Metalaxyl is an acylalanine fungicide with systemic function. Its chemical name is methyl N-(methoxyacetyl)-N-(2,6-xylyl)-DL-alaninate. It can be used to control Pythium in a number of vegetable crops, and Phytophthora in peas. Metalaxyl-M is the ISO common name and Ridomil Gold is the trade name for the optically pure (-) / D / R active stereoisomer, which is also known as mefenoxam.

It is the active ingredient in the seed treatment agent Apron XL LS.

The fungicide has suffered severe Resistance problems. The fungicide was marketed for use against Phytophthora infestans.

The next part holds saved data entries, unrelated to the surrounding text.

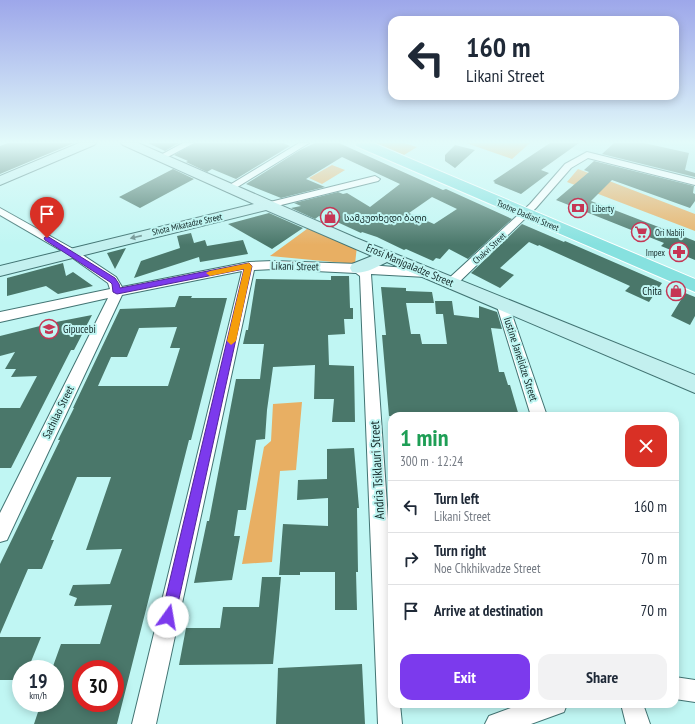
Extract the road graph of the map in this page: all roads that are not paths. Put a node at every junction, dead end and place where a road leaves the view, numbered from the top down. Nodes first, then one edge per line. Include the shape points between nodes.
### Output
1 (10, 177) edge
2 (201, 177) edge
3 (248, 177) edge
4 (439, 177) edge
5 (558, 177) edge
6 (674, 177) edge
7 (375, 179) dead end
8 (0, 181) edge
9 (695, 182) edge
10 (228, 189) junction
11 (269, 205) junction
12 (0, 211) edge
13 (525, 214) junction
14 (363, 246) junction
15 (71, 252) junction
16 (388, 262) junction
17 (249, 266) junction
18 (358, 268) junction
19 (0, 271) edge
20 (452, 283) junction
21 (695, 286) edge
22 (117, 292) junction
23 (502, 303) junction
24 (0, 317) edge
25 (695, 384) edge
26 (538, 412) edge
27 (0, 533) edge
28 (388, 687) edge
29 (679, 689) edge
30 (695, 691) edge
31 (389, 708) edge
32 (544, 708) edge
33 (633, 708) edge
34 (144, 724) edge
35 (390, 724) edge
36 (497, 724) edge
37 (638, 724) edge

1 - 8 street
2 - 10 street, Erosi Manjgaladze Street
3 - 10 street
4 - 13 main road, Tsotne Dadiani Street
5 - 13 street, Chakvi Street
6 - 9 street, Chakvi Street
7 - 11 street, Shota Mikatadze Street
10 - 11 street, Erosi Manjgaladze Street
11 - 14 street, Erosi Manjgaladze Street
11 -> 15 street, Shota Mikatadze Street
12 - 15 street
13 - 20 street, Chakvi Street
13 - 21 main road, Tsotne Dadiani Street
14 - 16 street, Erosi Manjgaladze Street
14 - 18 street
15 - 19 street, Shota Mikatadze Street
15 - 22 street via 112,280 116,284
16 - 18 street
16 - 20 street, Erosi Manjgaladze Street
17 - 18 street, Likani Street
17 - 22 street, Likani Street
17 - 34 street
18 - 28 street, Andria Tsiklauri Street via 366,275
20 - 23 street, Erosi Manjgaladze Street
22 - 24 street, Likani Street
22 - 27 street, Sachilao Street
23 - 25 street, Erosi Manjgaladze Street
23 - 26 street, Iustine Janelidze Street
29 - 30 street
31 - 35 street, Andria Tsiklauri Street
32 - 36 street
33 - 37 street

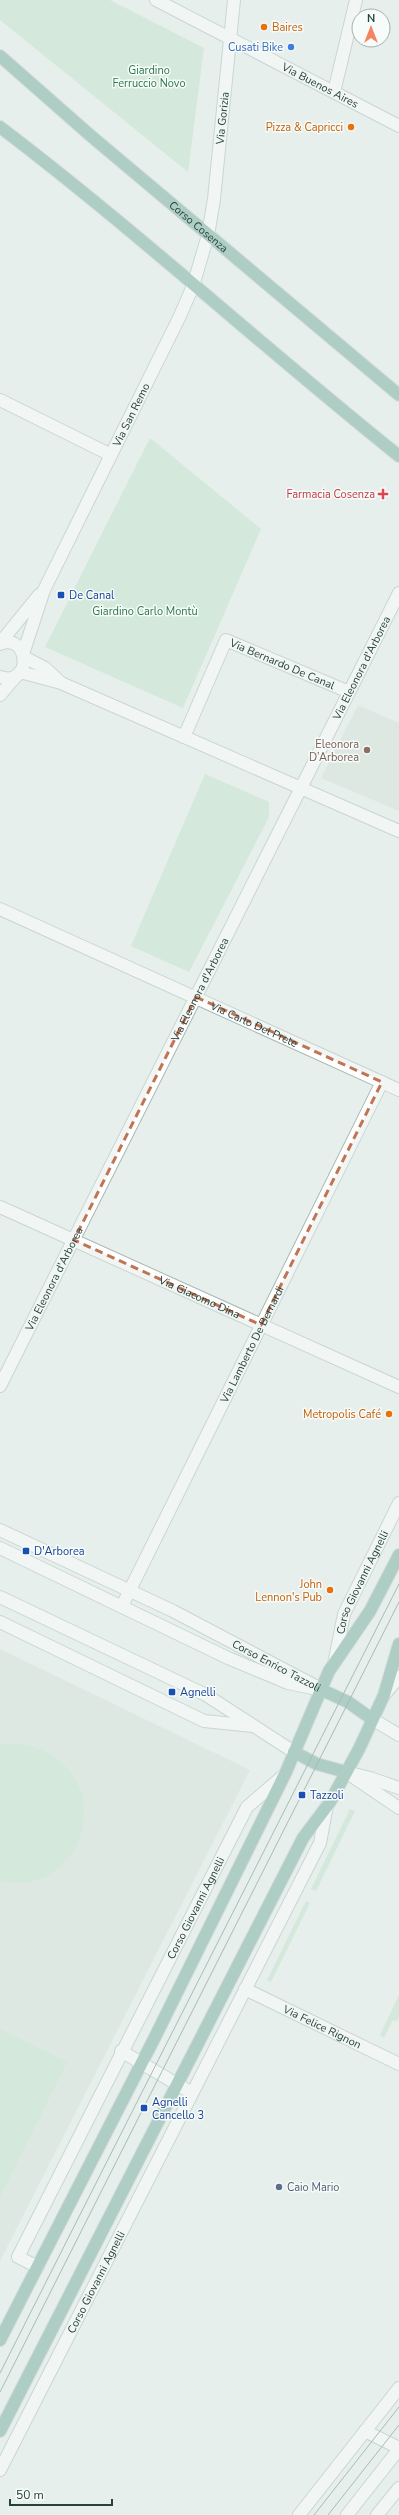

However, in the summer of 1980, in the Republic of Ireland, the crop was devastated by a potato blight epidemic after a resistant race of the oomycete appeared. Irish farmers later successfully sued the company for their losses.
Maximum pesticide residue limits for the EU/UK are set at 0.5 mg/kg for oranges and 1.0 mg/kg for apples. As early as 1998 Pythium was known to be widely developing resistance to metalaxyl which was the most effective control at the time. Various Pythium populations have been known to have resistance to mefenoxam since the 1980s and metalaxyl since 1984. There is wide variability in resistance/sensitivity between Pythium species, with some populations showing complete ineffectiveness.

==Synthesis==
The first synthesis of metalaxyl was disclosed in patents filed by Ciba Geigy.

2,6-Xylidine is alkylated with methyl 2-bromopropionate to give an alanine derivative. This is further reacted with the acid chloride of methoxyacetic acid to yield racemic metalaxyl. The homochiral, single-isomer version of the chemical, which retains all its fungicidal activity, has been manufactured.